You twisted me up from the inside
The tears started to come from my eyes
All along you’ve been living a lie
Why can’t you just lie down and die

No man is happy ‘till he’s dead
Till his fear is drowned by dread
When the pillow in the coffin is under my head
The tears in your eyes will start to shed



Start with the crits.


That's pretty **** good. How about "Cheap Thrill" for a title? I dunno, it just came out of nowhere, and it sounds pretty sweet.

CcD
02-05-2005, 04:06 PM
These thoughts won’t leave my head
Lost the things that have been said
What has been broken cannot be fixed
The lies that were spoken have got me tricked
Riding down this deadly path
You jerk the wheel, I turn and crash
These things won’t get off my chest
It’s just another day, it’s just another death

First four lines are awesome, especially the broken and spoken part; it really brings it all together. I'm not a fan of the 11 22 rhymes but you made it work so well here.

You twisted me up from the inside
The tears did not shed from my eyes
All along you’ve been living a lie
Why can’t you just lie down and die

When you say 'lie' twice and then 'die' it sort of throws eveything off. 'Lay' seems like it would fit in more naturally in the last line (again though, it would throw it off with the 'why' I would think about rewriting that.

Here I am, caught in your trap
Once again, not looking back
You left me down, down and dead
Where my distress will never end
Trapped in your prison, trapped in your beauty
Might as well love me, Might as well shoot me
Lay me down in my grave to rest
It’s just another day, it’s just another death

I like this part, you were able to keep with the pattern you established in the first verse.

You twisted me up from the inside
The tears started to come from my eyes
All along you’ve been living a lie
Why can’t you just lie down and die

No man is happy ‘till he’s dead
Till his fear is drowned by dread
When the pillow in the coffin is under my head
The tears in your eyes will start to shed

Maybe my grammer is not the best but the last line doesn't seem to read right. Maybe becuase the sentence is structured in such an odd way. I would put 'be shed'.

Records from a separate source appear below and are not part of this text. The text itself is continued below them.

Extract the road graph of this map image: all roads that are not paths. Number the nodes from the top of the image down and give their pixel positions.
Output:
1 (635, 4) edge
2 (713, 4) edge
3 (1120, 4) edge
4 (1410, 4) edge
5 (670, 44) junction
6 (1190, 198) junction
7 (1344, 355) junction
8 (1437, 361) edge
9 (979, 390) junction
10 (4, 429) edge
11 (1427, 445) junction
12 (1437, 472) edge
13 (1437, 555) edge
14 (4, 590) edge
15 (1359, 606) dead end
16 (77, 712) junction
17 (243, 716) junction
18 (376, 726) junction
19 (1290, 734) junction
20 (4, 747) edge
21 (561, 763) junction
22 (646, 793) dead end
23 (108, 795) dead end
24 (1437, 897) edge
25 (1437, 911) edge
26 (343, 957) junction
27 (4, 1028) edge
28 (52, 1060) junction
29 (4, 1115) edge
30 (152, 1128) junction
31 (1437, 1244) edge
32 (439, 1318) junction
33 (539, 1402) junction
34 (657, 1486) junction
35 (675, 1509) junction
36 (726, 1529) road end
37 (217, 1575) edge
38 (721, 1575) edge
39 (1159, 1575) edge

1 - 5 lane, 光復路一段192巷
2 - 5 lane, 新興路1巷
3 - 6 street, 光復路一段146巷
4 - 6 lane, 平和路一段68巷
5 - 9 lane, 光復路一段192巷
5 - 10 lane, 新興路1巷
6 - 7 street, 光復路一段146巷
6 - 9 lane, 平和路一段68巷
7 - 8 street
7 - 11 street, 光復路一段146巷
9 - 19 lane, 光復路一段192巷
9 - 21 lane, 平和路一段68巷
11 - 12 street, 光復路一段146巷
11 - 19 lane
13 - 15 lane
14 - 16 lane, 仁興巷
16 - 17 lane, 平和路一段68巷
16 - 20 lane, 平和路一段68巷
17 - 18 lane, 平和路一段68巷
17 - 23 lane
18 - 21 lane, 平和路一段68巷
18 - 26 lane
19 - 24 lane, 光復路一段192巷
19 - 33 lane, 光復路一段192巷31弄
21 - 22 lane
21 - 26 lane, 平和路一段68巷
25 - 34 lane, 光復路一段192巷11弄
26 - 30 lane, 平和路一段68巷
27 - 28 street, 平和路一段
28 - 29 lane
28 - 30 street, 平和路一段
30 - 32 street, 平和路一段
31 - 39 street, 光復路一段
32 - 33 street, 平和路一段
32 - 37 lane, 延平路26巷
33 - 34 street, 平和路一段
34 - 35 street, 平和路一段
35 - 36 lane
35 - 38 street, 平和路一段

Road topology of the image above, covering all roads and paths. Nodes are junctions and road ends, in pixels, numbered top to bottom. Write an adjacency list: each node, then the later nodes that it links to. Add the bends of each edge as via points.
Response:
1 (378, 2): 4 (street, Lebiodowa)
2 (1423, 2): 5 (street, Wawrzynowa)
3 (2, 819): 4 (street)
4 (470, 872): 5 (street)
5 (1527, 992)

Overall this is a good song. The subject isn't too interesting but it's worded nicely. 7/10. Sorry I don't have a suggestion for a title, though I hope my crit helped.

GreenDayFrk88
02-05-2005, 09:16 PM
I think you did a nice job w/ the rhyme scheme. Overall it's a pretty nice piece that i enjoyed.8/10 Nice Job. :thumb:
As for a a title. how about? "Another Day, Another Death"

himynameistweek
02-05-2005, 10:33 PM
or just another death

ClayTheJ
02-05-2005, 11:51 PM
Thanks for the crits guys, and the sugg and everything else.